Silicon Valley – Final Seasons 5 & 6

I’ve officially met the end of the road for another world renouned comedy. It’s been a long time coming, but Silicon Valley has finally become a part of my life and I am happier for it! Seriously, this show produced a lot of laughs and I really couldn’t have asked for anything more.

Let’s jump into the fifth season, which sees the abscence of TJ Miller as Erlich Bachman. At first I thought his abscence was going to be obvious and glaring, but they added enough chaos and strong supporting characters that the fact that he’s not there basically goes unnoticed. Anyway, the season starts with the Pied Piper team in a decent spot. They’ve got a nice, new space and a large group of coders. However, getting those coders and keeping them proves to be very difficult because Gavin makes it his mission to ruin Richard’s life forever. He ends up stealing all of the best coders that Dinesh and Gilfoyle were too petty to hire in order to build the next version of the Hooli box. Eventually, the coders realize they’ll be better off at Pied Piper, but they still don’t really believe in or respect Richard.
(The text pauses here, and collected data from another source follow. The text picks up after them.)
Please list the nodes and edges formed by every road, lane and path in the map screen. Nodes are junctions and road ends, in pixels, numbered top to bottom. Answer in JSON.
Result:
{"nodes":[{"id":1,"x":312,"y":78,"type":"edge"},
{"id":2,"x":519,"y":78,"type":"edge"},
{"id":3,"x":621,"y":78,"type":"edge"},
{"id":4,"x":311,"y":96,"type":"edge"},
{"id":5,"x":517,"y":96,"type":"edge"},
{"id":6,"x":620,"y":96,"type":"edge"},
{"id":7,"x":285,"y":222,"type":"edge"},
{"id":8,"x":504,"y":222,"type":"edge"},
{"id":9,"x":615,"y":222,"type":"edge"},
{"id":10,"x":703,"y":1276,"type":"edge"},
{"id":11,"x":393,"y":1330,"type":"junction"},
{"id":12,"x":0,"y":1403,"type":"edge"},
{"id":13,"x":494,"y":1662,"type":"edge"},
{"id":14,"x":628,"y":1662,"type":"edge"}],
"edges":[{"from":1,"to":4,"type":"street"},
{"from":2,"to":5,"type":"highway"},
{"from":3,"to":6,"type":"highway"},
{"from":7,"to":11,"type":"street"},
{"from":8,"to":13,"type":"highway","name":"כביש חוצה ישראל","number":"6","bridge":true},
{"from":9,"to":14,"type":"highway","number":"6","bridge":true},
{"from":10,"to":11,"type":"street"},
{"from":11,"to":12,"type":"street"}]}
Meanwhile, Jian-Yang has managed to convince the appropriate parties that Erlich is dead in order to inherit his estate, but it’s found out that Erlich and Bighead’s partnership never got dissolved, so Bighead is actually Erlich’s next of kin. Obviously, Bighead is easily manipulated, so Jian-Yang is somewhat free to do what he wants…which is to screw over Pied Piper. He’s ends up making a version that he’s going to sell to China, but a man named Yao dupes Gavin and strong-arms the code over to himself. Frustrated with how funding is working out, Gilfoyle suggests they create “PiedPiperCoin,” and ask Monica to join the team as the CFO. She agrees, which Laurie doesn’t seem too bent out of shape about because she’s going to team up with Yao. In the final episode, Yao and Gavin briefly team up to overtake Pied Piper, but Richard succeeds in fooling Gavin while Gilfoyle and Dinesh lock them both out of the system. At the end of the season, they are able to generate enough PiedPiperCoin to purchase several floors in an old Hooli building.

At the start of the final season, we see the Pied Piper offices in full swing. Everyone is working tirelessly to get PiperNet up and running and into the hands of everyone so that there is a free internet. But this is Silicon Valley, so nothing is going to go right for this lot. First up to bowl them over is Colin undermining Richard who tells Congress that PiperNet will not mine data from users. He can’t fire Colin because his game is what’s getting the app users. The next issue they run into is Richard turning down and 1 billion dollar investment from a shady Chilean figure. That ends up biting them in the butt when Colin decides to get bought by him instead. They now don’t have enough users to keep going, but decided to buy a severely damaged Hooli out from under Gavin.

Gavin almost gets the last laugh when he gets an injunction thrown onto Hooli at a “tethics” launch. Richard and the rest of Pied Piper are about to give up when Russ Hanneman shows up and tells them he wants PiperNet at “RussFest.” Richard agrees to this even though the entire infrastructure hasn’t been properly tested yet. Obviously, this means there are some crazy glitches at the festival until in a last-ditch effort, Richard makes tweaks to Gilfoyle’s AI. This causes PiperNet to be an immediate success. Finally, at the height of their accomplishment and a multi-billion dollar deal with AT&T, the group realize that the AI will eventually cause worldwide destruction if it goes live. The final episode is spent as an interview of everyone in present day looking back on the events of them destroying Pied Piper.

Overall, I thought they really stuck the landing in the finale episode. True to form, nothing can go right for this group no matter how hard they try, so it’s only right that the thing they set out to create and make the world a better place would in fact destroy it. I also loved seeing where they all ended up! Big Head becoming the president of Stanford pretty much sums up his luck throughout this show’s run, while it seems inevitable that Gilfoyle and Dinesh would stay together in some capacity (they’re even neighbors!). It is also fitting that Jian-Yang committed identity theft and is now living as “Errich Bachman” overseas, Jared is working in a nursing home, and Laurie is in prison. Perhaps the most fun future was Gavin Belson becoming a romance novelist. I was least impressed by Monica and Richard. Not because what they’re doing now is uncool, it’s just sort of meh. Either way though, loved this show and am happy it got a great ending.